On Fri, 2010-12-31 at 07:33 -0500, Aidan Van Dyk wrote:
> On Fri, Dec 31, 2010 at 5:26 AM, Simon Riggs <simon(at)2ndquadrant(dot)com> wrote:
> > Your picture above is a common misconception. I will add something to
> > the docs to explain this.
> > 2. "sync" does not guarantee that the updates to the standbys are in any
> > way coordinated. You can run a query on one standby and get one answer
> > and at the exact same time run the same query on another standby and get
> > a different answer (slightly ahead/behind). That also means that if the
> > master crashes one of the servers will be ahead or behind. You can use
> > pg_last_xlog_receive_location() to check which one that is.

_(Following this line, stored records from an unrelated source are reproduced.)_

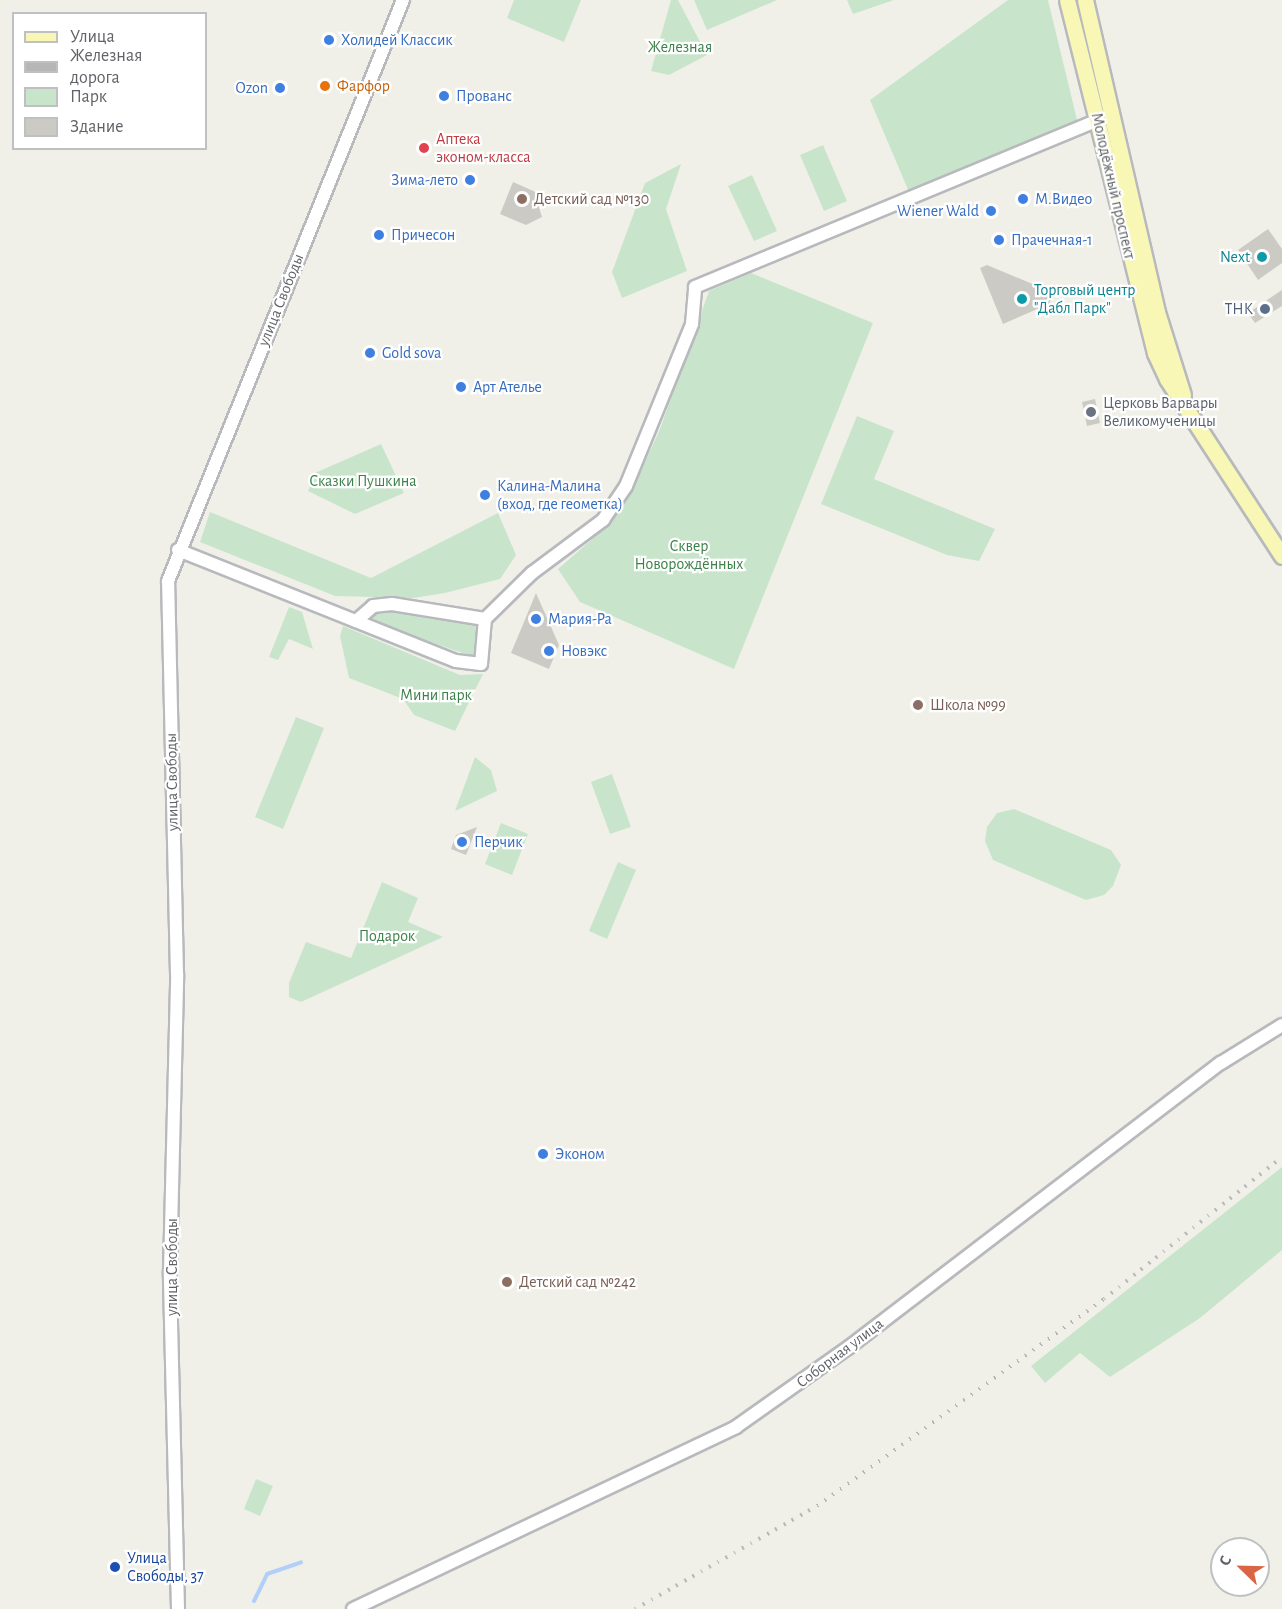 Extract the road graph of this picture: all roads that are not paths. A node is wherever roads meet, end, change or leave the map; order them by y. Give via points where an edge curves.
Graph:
1 (403, 0) edge
2 (1066, 0) edge
3 (1085, 0) edge
4 (1099, 120) junction
5 (1184, 400) junction
6 (178, 550) junction
7 (1282, 556) edge
8 (485, 619) junction
9 (356, 621) junction
10 (1282, 1025) edge
11 (177, 1609) edge
12 (353, 1609) edge

1 - 6 street, улица Свободы
2 - 4 main road, Молодёжный проспект
3 - 5 main road, Молодёжный проспект via 1157,312
4 - 5 main road, Молодёжный проспект via 1143,318 1167,379
4 - 8 street via 694,287 692,324 626,486 603,520 532,573
5 - 7 main road, Молодёжный проспект
6 - 9 street
6 - 11 street, улица Свободы via 168,581 177,975 170,1271
8 - 9 street via 392,604 373,606
8 - 9 street via 481,664 456,661
10 - 12 street, Соборная улица via 1221,1063 849,1347 736,1427 470,1557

> > When people say they want *all* servers to respond, its usually because
> > they want (2), but that is literally impossible in a distributed system.
> Just to try and be clear again, in "sync" that Stefan and I are
> talking about, we really don't care that the slave could be a "hot
> standby" answering queries. In fact, mine wouldn't be. Mine would
> likely be pg_streamrecv or something. I'm just looking for a
> guarantee that I've got a copy of the data safely in the next rack,
> and a separate building before I tell the client I've moved his money.
> I want a synchronous replication of the *data*, and not a system where
> I can distribute queries. I'm looking for disaster mitigation, not
> load mitigation. A replacement for clustered/replicated
> devices/filesystems under pg_xlog.
> Having the next rack slave be "hot" in terms of applying WAL and ready
> to take over instantly would be a bonus, as long as I can guarantee
> it's current (i.e has all data a primary's COMMIT has acknowledged).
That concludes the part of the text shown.